No 228. That Old Petrol Pump.

“That old petrol pump, she just keeps pumping, she just keeps pumping along!!” 
Not so many around these days. Yet many a crofter might put one in at the end of his barn to augment his living on hard ground. Sufficient for small townships and villages, and small towns too, but town ones were replaced by better pumps as time moved along, leaving the old hand-worked petrol pump to soldier on in many a remote township. The reservoir tank below ground was filled from heavy galvanised iron 50 gallon barrels, taken by horse and cart from the pier in the case of the Stronsay of my youth, or just rolled up the pier to Davie Chalmers store and his two pumps beside his coal yard. The pumps were painted green, but you could have whatever colour you wished. Red was good for obvious reasons.

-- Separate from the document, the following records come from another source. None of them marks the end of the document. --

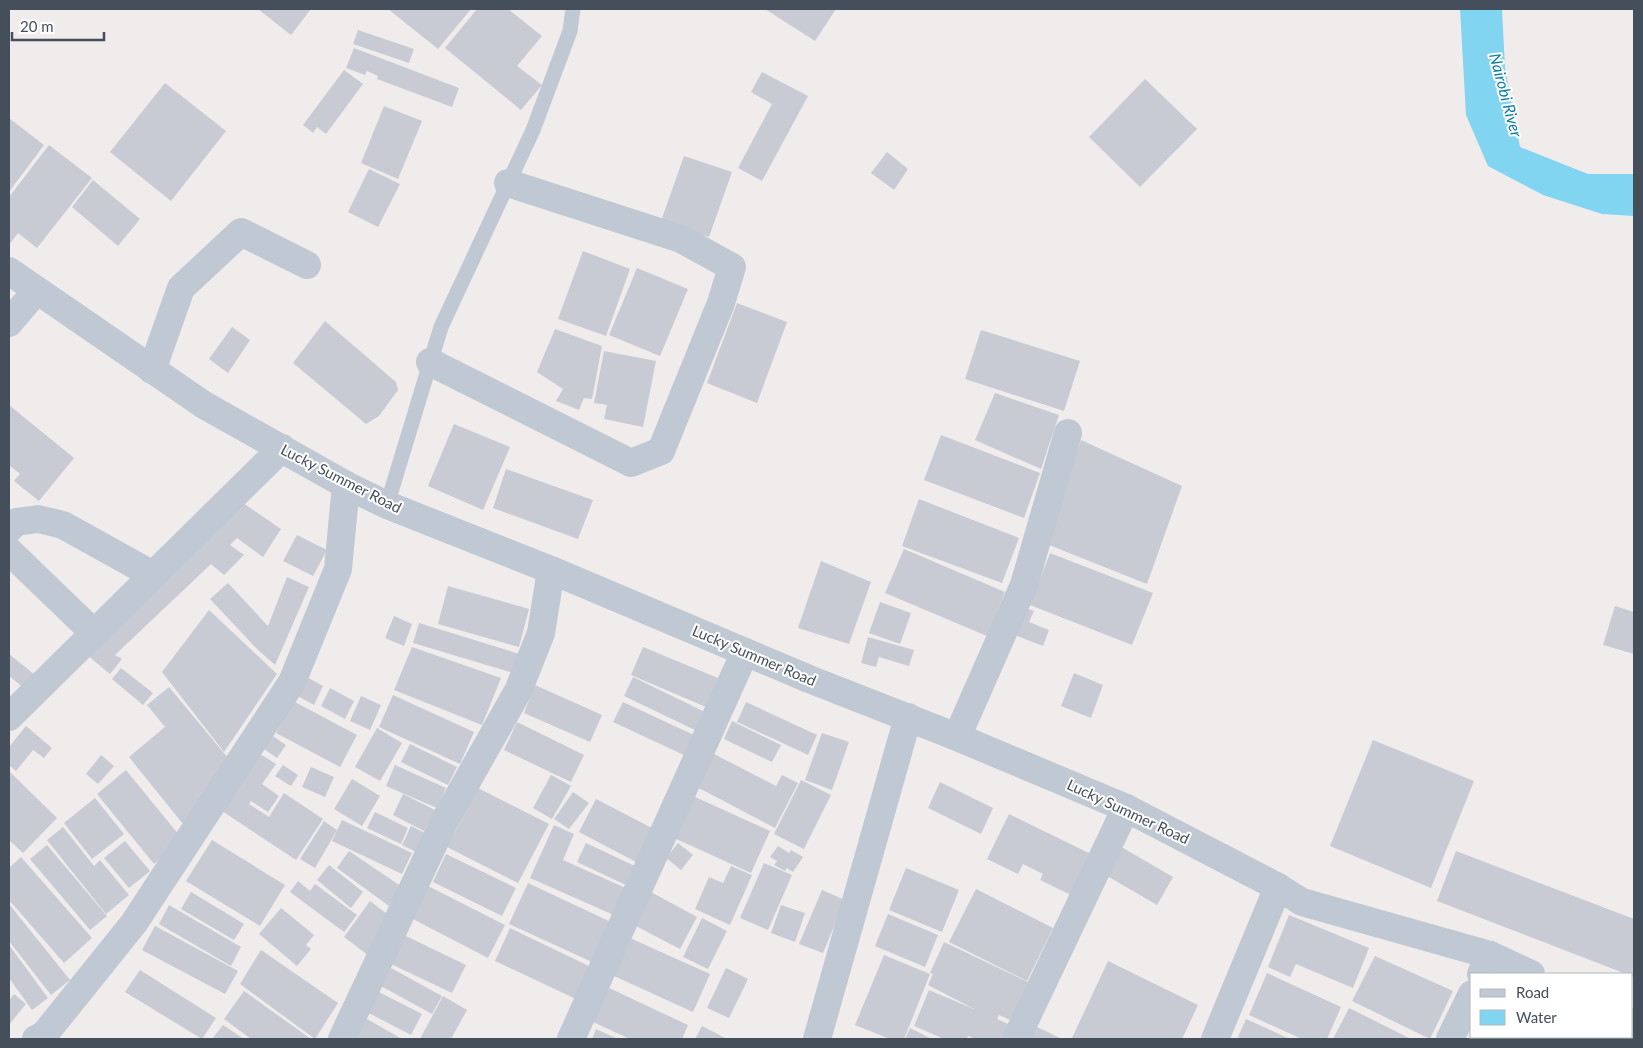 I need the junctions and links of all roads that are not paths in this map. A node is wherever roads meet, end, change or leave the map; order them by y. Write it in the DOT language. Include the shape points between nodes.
graph roads {
  1 [pos="573,9"];
  2 [pos="508,183"];
  3 [pos="307,265"];
  4 [pos="9,271"];
  5 [pos="36,291"];
  6 [pos="9,324"];
  7 [pos="430,362"];
  8 [pos="152,370"];
  9 [pos="1068,433"];
  10 [pos="282,448"];
  11 [pos="346,485"];
  12 [pos="387,505"];
  13 [pos="9,529"];
  14 [pos="9,551"];
  15 [pos="551,570"];
  16 [pos="153,575"];
  17 [pos="94,633"];
  18 [pos="745,652"];
  19 [pos="9,717"];
  20 [pos="908,717"];
  21 [pos="957,736"];
  22 [pos="1126,808"];
  23 [pos="1278,887"];
  24 [pos="1486,965"];
  25 [pos="1526,973"];
  26 [pos="1470,998"];
  27 [pos="41,1038"];
  28 [pos="342,1039"];
  29 [pos="571,1039"];
  30 [pos="817,1039"];
  31 [pos="1016,1039"];
  32 [pos="1216,1039"];
  33 [pos="1450,1039"];
  1 -- 2 [label="lane" via="570,31 533,130"];
  2 -- 7 [label="lane" via="441,327"];
  2 -- 7 [label="street" via="681,240 732,267 721,303 661,450 631,463"];
  3 -- 8 [label="street" via="241,232 181,288"];
  4 -- 5 [label="street, Lucky Summer Road"];
  5 -- 6 [label="street"];
  5 -- 8 [label="street, Lucky Summer Road"];
  7 -- 12 [label="lane"];
  8 -- 10 [label="street, Lucky Summer Road" via="204,405"];
  9 -- 21 [label="street" via="1024,586"];
  10 -- 11 [label="street, Lucky Summer Road"];
  10 -- 16 [label="street"];
  11 -- 12 [label="street, Lucky Summer Road"];
  11 -- 27 [label="street" via="338,569 292,682 134,923"];
  12 -- 15 [label="street, Lucky Summer Road"];
  13 -- 16 [label="street" via="16,522 38,519 63,525"];
  14 -- 17 [label="street"];
  15 -- 18 [label="street, Lucky Summer Road"];
  15 -- 28 [label="street" via="541,633 518,691 444,822"];
  16 -- 17 [label="street"];
  17 -- 19 [label="street"];
  18 -- 20 [label="street, Lucky Summer Road"];
  18 -- 29 [label="street"];
  20 -- 21 [label="street, Lucky Summer Road"];
  20 -- 30 [label="street"];
  21 -- 22 [label="street, Lucky Summer Road"];
  22 -- 23 [label="street, Lucky Summer Road"];
  22 -- 31 [label="street"];
  23 -- 24 [label="street, Lucky Summer Road" via="1302,902"];
  23 -- 32 [label="street"];
  24 -- 25 [label="street, Lucky Summer Road"];
  26 -- 33 [label="street"];
}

There was no electricity to power them so petrol was dispensed by a hand pump that worked with a seesaw backwards and forwards movement. At the top of the pump assembly were two glass cylinders that contained the petrol once it had been drawn up by the pump from the underground tank.

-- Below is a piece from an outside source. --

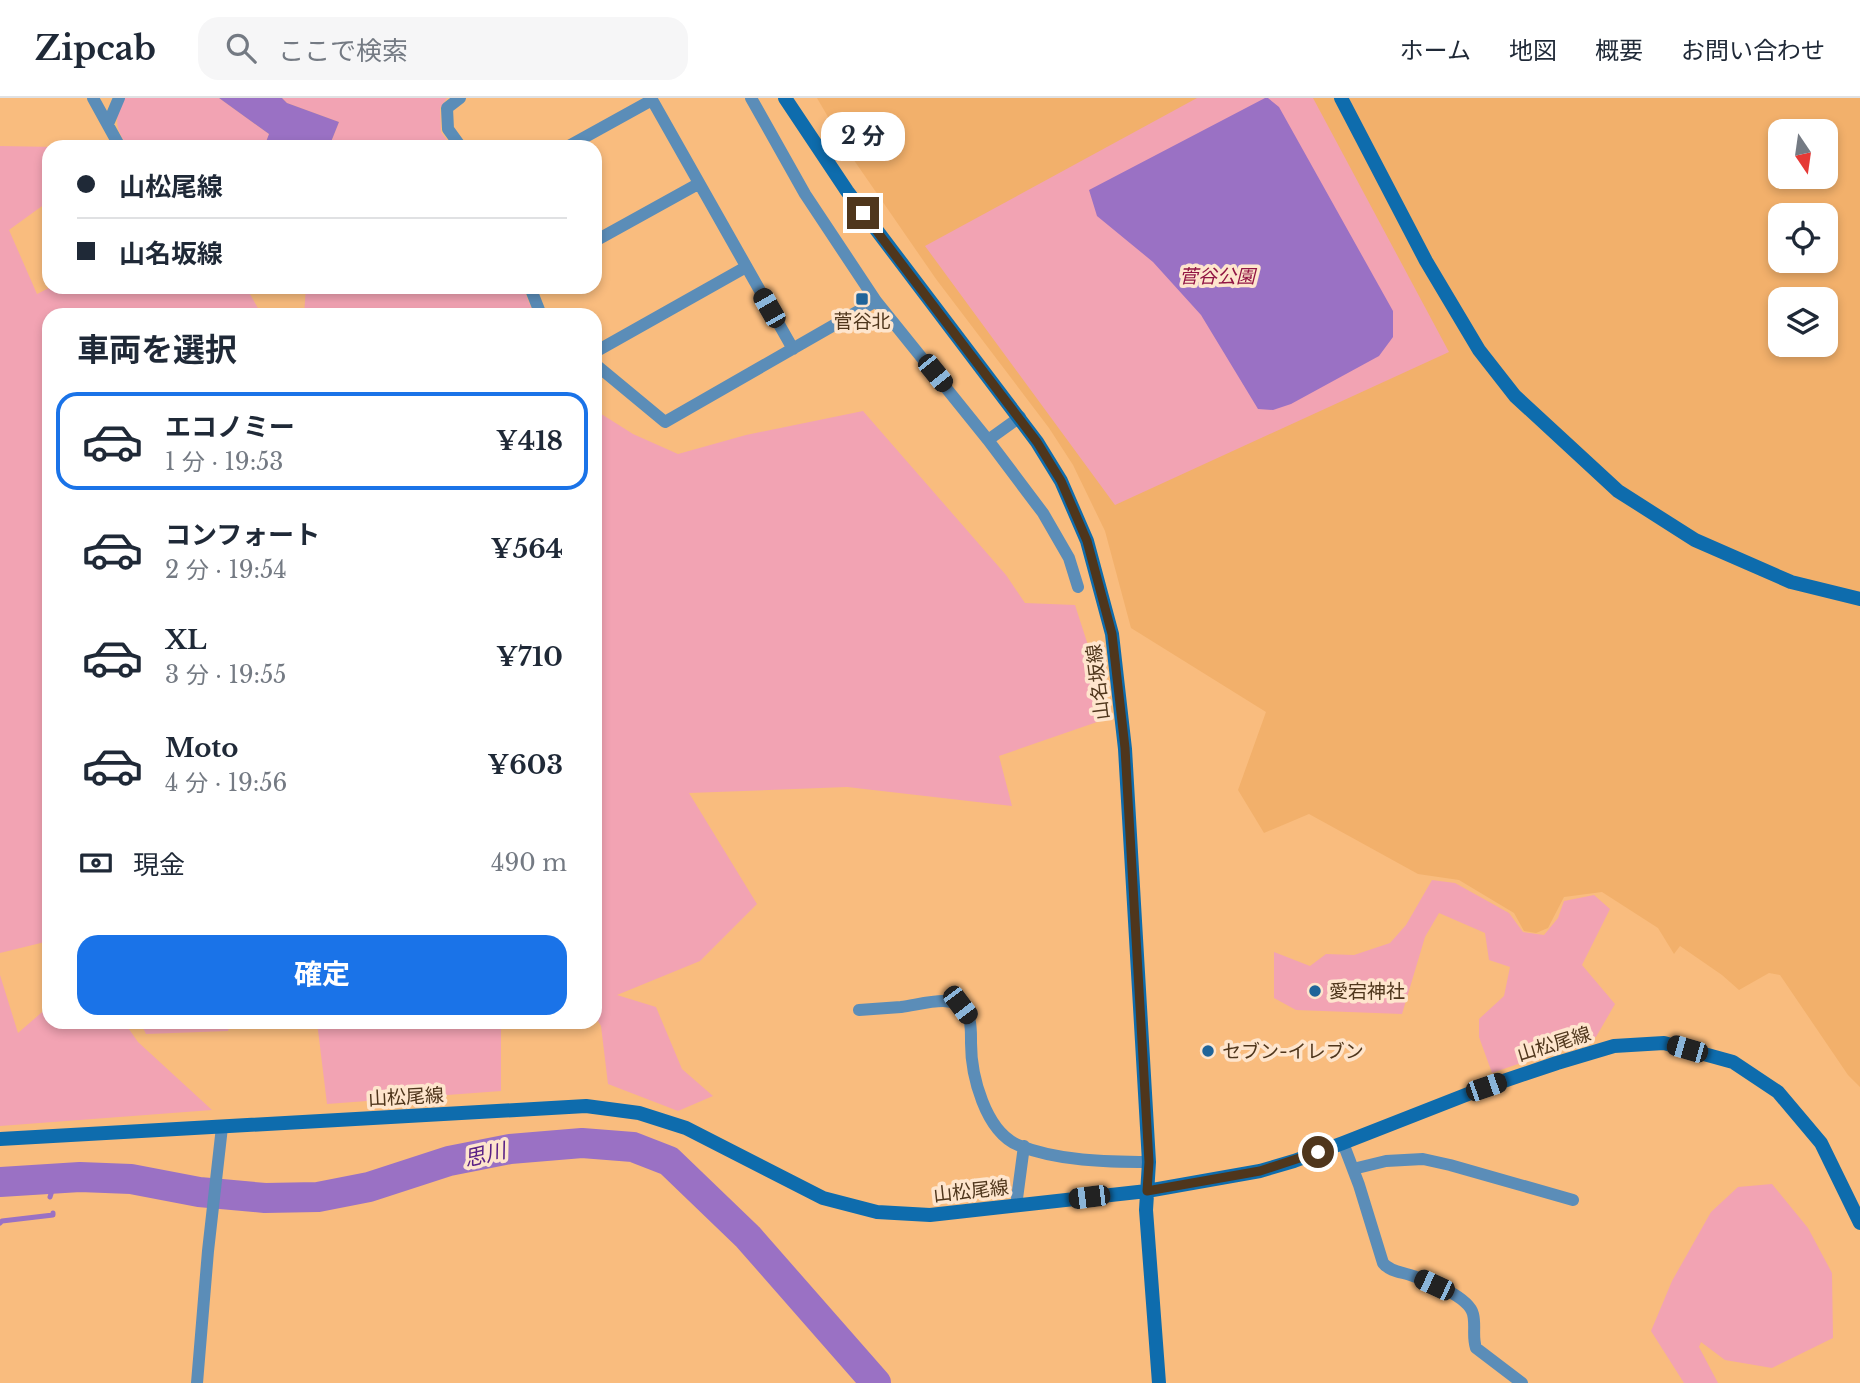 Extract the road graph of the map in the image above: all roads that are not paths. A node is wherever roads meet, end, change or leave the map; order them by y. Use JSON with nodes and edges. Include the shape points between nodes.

Sometimes, depending on the efficiency of the pump, it took quite a few minutes to prime the cylinders. Then, showing that they were full, the hose pipe could be turned on by a  top lever and filling the car, or the can as chance would have it, could begin. The petrol flowed into the car by gravity. The operator had to keep his or her arm going to keep the flow going, back and fore, back and fore, endless in the case of a big car, or what we called a big car in these bygone days!!. .
There were no metering devices other than the glass cylinders which were filled and emptied just so many times to give the required gallons.  Payment of course was by cash, no credit cards then!!
Towards the end of the War, or rather soon after, we got five gallon jerricans, near enough 25 litres, weighing about 60 lbs when full. It is probably illegal to lift such a weight now under Health and Safety rules and regulations!!! .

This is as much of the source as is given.